German and Japanese intelligence sources Monday, March 5, confirmed – and qualified – to debkafile reports in the German Der Spiegel and Welt am Sonntag that Western intelligence had known for 11 months that at least one of North Korea’s covert nuclear tests in 2010 was carried out on an Iranian radioactive bomb or nuclear warhead.
Those sources report five facts are known for sure:

1. North Korea carried out two covert underground nuclear explosions in mid-April and around May 11 of 2010 equivalent to 50- 200 tonnes of TNT.

2. Two highly lethal heavy hydrogen isotopes, deuterium and tritium,  typical of a nuclear fission explosion and producing long-term contamination of the atmosphere, were detected and analyzed by  Comprehensive Nuclear-Test-Ban Treaty Organization (CTBOTO) monitoring stations in South Korea, Japan and Russia.

3. The presence of tritium in one of the tests led several intelligence agencies watching North Korea’s nuclear program and its longstanding links with Iran and Syria to examine the possibility that Pyongyang had tested the internal mechanism of a nuclear warhead on Iran’s behalf.  This strongly indicated to German and Japanese intelligence that Iran had already developed the nuclear warhead’s outer shell and attained its weaponization.

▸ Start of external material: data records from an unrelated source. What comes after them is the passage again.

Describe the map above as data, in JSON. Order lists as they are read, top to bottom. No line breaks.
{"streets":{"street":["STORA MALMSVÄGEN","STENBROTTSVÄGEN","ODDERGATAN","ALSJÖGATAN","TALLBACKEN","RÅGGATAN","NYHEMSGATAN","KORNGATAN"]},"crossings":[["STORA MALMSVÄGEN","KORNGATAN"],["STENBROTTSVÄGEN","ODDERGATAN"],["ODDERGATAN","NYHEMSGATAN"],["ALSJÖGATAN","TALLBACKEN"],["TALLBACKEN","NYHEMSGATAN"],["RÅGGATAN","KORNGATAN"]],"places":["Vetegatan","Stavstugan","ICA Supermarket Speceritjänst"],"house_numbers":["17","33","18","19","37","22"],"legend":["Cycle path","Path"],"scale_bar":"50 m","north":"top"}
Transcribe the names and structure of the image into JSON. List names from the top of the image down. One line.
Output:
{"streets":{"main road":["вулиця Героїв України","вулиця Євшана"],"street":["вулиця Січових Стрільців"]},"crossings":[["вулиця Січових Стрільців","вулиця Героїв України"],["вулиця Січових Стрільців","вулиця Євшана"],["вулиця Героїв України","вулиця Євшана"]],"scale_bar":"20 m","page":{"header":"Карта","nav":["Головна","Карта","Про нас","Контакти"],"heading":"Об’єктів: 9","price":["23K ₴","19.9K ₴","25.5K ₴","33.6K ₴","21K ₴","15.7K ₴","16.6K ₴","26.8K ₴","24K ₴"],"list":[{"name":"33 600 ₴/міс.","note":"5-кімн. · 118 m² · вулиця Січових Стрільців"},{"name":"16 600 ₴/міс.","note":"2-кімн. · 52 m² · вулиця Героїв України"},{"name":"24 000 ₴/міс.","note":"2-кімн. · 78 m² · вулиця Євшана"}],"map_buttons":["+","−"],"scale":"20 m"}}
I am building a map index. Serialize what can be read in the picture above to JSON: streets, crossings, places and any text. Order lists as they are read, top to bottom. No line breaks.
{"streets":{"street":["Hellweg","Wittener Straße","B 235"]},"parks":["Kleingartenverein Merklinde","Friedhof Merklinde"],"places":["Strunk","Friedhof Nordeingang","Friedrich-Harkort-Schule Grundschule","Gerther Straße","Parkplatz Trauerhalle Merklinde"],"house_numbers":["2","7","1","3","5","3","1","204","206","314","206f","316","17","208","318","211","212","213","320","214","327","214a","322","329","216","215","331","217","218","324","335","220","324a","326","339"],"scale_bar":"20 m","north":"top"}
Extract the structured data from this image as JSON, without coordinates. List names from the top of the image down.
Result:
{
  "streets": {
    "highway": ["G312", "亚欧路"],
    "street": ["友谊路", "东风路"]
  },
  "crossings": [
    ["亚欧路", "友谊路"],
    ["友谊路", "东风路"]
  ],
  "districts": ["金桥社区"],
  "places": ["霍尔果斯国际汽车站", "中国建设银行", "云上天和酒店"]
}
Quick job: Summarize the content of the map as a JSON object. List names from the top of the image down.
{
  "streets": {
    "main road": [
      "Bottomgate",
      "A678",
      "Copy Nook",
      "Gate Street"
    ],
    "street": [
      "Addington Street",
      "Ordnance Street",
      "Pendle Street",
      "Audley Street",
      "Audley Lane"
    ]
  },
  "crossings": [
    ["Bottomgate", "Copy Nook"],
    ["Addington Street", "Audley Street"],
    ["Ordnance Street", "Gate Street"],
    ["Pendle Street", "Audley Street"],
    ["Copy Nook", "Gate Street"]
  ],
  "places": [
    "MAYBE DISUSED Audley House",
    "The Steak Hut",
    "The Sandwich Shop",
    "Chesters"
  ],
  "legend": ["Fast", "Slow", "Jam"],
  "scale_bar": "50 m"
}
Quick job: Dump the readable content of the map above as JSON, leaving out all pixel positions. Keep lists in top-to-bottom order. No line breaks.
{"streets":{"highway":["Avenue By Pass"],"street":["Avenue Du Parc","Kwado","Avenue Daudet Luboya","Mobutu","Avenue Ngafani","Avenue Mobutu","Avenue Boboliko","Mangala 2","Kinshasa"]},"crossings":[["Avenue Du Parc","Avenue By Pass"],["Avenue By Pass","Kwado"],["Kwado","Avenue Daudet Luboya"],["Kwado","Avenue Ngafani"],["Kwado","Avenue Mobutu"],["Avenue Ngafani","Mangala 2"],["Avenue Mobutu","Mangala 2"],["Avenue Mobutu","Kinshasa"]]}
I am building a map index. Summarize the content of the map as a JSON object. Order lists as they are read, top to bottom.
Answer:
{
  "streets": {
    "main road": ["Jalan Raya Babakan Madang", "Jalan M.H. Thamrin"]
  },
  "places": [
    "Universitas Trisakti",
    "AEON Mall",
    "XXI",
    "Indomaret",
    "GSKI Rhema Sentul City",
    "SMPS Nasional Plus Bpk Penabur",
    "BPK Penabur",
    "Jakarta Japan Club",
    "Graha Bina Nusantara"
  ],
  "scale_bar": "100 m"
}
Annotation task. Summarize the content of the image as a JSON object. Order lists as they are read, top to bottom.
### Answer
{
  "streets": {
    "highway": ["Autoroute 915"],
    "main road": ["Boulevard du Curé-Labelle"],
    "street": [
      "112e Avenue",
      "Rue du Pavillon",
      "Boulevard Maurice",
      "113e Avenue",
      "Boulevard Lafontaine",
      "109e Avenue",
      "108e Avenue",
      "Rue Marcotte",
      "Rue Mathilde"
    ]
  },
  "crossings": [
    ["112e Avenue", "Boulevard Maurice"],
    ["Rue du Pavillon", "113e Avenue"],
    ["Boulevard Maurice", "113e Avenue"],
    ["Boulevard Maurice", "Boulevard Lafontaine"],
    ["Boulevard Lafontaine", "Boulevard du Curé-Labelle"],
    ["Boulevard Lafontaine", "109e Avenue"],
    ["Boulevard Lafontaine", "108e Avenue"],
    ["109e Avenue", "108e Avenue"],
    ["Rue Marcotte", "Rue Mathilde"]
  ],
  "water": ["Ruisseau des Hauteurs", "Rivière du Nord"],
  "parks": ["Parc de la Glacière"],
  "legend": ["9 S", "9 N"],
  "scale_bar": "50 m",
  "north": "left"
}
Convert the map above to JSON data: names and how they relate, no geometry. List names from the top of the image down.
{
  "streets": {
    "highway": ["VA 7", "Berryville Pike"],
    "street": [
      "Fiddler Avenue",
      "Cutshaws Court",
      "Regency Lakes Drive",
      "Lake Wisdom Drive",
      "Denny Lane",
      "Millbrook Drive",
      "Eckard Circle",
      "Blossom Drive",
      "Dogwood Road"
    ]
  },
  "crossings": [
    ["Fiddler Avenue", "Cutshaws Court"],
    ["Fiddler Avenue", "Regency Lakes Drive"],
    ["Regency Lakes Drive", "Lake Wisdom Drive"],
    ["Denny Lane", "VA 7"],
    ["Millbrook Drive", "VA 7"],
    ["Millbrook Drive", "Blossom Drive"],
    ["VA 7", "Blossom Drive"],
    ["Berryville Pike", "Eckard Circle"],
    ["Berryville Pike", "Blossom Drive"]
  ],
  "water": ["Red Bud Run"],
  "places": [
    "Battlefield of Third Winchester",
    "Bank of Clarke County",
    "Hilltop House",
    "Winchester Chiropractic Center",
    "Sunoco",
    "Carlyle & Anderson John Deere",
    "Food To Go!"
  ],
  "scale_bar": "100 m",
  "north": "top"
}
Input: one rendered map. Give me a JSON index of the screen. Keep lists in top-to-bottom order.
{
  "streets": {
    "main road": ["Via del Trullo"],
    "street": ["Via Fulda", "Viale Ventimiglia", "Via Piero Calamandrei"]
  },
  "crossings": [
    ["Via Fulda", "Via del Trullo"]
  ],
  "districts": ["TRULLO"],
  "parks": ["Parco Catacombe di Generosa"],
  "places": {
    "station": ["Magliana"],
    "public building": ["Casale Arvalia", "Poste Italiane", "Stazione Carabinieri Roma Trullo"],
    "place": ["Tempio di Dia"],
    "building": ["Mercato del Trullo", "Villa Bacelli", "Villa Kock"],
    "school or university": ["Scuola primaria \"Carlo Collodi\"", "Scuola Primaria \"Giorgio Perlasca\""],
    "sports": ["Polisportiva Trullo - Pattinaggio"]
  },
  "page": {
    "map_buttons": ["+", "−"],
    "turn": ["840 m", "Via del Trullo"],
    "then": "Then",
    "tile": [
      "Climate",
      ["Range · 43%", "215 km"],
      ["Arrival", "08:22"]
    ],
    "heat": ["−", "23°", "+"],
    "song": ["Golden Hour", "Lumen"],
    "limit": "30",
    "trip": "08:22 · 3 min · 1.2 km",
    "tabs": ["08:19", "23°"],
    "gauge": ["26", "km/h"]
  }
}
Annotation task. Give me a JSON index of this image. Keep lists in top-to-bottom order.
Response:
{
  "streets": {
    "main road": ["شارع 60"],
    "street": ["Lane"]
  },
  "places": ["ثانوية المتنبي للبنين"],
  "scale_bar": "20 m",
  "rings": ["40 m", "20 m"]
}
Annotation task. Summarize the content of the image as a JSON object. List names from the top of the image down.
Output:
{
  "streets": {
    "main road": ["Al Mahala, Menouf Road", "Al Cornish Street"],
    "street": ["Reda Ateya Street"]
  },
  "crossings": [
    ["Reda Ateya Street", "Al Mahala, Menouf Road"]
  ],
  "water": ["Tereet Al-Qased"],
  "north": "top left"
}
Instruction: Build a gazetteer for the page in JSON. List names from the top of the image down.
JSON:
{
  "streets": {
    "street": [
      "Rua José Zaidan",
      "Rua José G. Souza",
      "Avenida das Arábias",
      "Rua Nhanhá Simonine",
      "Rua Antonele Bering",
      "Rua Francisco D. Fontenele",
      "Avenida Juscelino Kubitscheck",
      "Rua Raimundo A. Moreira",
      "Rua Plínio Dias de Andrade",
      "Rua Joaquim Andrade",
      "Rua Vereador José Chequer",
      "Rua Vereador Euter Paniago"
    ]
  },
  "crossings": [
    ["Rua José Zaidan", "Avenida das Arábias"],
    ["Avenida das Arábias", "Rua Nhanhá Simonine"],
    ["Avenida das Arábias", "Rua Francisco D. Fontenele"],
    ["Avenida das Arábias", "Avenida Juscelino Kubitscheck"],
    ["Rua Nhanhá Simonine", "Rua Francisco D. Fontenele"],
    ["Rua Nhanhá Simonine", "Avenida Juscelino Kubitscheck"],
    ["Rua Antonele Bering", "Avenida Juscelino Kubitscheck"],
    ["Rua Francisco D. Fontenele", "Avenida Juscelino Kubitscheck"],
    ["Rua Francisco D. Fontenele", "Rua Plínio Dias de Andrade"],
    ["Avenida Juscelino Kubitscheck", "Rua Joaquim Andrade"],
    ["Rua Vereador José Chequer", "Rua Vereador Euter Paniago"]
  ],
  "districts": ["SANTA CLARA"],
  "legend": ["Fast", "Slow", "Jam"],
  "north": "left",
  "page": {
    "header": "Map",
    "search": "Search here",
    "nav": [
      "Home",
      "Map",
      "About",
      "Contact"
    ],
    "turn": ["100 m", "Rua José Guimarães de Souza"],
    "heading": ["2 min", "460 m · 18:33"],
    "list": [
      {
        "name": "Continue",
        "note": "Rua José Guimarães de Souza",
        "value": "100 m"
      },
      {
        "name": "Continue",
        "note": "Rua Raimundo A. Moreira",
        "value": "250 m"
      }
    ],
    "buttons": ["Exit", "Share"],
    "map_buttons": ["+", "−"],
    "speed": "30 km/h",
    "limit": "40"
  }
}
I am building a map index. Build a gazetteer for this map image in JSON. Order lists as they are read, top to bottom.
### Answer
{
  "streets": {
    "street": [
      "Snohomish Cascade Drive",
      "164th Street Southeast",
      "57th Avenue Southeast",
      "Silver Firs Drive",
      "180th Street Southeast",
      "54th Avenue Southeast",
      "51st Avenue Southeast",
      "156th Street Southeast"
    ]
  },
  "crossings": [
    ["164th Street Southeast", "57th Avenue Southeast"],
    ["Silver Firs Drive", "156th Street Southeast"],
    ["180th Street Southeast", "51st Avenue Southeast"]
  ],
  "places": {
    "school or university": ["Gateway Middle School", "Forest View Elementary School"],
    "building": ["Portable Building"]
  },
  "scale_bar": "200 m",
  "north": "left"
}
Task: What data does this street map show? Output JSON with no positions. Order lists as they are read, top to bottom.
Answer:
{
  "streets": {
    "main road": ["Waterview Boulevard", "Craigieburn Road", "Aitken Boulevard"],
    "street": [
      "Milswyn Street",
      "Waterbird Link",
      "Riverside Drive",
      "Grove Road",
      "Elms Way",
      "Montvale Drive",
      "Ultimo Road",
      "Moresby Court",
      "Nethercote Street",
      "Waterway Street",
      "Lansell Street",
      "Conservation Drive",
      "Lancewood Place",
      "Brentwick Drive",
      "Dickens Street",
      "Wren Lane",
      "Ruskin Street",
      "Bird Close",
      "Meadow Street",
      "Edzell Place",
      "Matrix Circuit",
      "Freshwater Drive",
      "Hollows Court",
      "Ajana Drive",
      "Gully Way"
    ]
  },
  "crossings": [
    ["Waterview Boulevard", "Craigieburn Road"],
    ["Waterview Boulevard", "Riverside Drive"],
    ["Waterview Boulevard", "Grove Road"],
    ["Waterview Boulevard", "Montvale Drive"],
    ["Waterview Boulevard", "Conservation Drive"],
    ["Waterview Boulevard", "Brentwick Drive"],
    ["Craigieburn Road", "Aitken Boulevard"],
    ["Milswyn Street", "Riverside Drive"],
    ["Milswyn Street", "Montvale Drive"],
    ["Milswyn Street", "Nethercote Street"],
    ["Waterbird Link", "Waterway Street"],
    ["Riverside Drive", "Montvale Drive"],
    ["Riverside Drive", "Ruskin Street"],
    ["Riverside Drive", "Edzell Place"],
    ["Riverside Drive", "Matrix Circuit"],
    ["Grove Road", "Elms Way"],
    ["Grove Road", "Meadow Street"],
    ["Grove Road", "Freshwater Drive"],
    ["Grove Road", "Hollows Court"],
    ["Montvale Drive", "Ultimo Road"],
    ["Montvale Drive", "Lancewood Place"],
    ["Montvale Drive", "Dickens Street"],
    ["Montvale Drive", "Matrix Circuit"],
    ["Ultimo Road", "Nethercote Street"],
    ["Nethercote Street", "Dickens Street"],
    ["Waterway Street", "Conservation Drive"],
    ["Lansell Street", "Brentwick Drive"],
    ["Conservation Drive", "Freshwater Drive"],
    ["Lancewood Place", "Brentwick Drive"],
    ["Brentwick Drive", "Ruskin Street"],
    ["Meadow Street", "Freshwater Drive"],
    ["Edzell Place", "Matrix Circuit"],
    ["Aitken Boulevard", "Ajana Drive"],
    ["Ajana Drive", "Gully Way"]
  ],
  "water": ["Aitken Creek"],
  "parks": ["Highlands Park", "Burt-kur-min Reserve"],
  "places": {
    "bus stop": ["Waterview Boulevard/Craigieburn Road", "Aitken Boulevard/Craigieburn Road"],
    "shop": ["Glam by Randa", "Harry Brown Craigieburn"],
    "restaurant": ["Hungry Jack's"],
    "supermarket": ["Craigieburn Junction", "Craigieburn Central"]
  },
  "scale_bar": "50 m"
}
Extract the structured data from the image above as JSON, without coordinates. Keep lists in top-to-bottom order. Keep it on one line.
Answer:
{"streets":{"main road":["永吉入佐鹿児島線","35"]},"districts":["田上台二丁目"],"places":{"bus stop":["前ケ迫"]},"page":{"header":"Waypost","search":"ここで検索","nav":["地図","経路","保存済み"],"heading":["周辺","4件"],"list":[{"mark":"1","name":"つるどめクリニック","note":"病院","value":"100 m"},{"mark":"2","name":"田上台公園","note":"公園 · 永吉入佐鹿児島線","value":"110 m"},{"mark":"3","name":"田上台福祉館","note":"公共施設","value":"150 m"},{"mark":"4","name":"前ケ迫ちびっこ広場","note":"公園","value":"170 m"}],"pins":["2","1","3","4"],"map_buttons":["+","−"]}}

4.  Another possibility examined was that North Korea had tested an Iranian “dirty bomb” – i.e. a conventionally detonated device containing nuclear substances. Tritium would boost its range, force and lethality.

This was one of the conclusions of atmospheric scientist Larsk-Erik De Geer of the Swedish Defense Research Agency in Stockholm, who spent a year studying the data collected by various CTBOTO stations tracking the North Korean explosions.

On February 3, De Greer published some of his findings and conclusions in Nature Magazine. His paper will appear in the April/May issue of the Science and Global Security Journal.

5. The Japanese and German sources found confirmation of their suspicions that North Korea had abetted Iran’s nuclear aspirations in three events:

Full article: North Korea tested Iranian warhead or “dirty bomb” in 2010 for $55m (DEBKAfile)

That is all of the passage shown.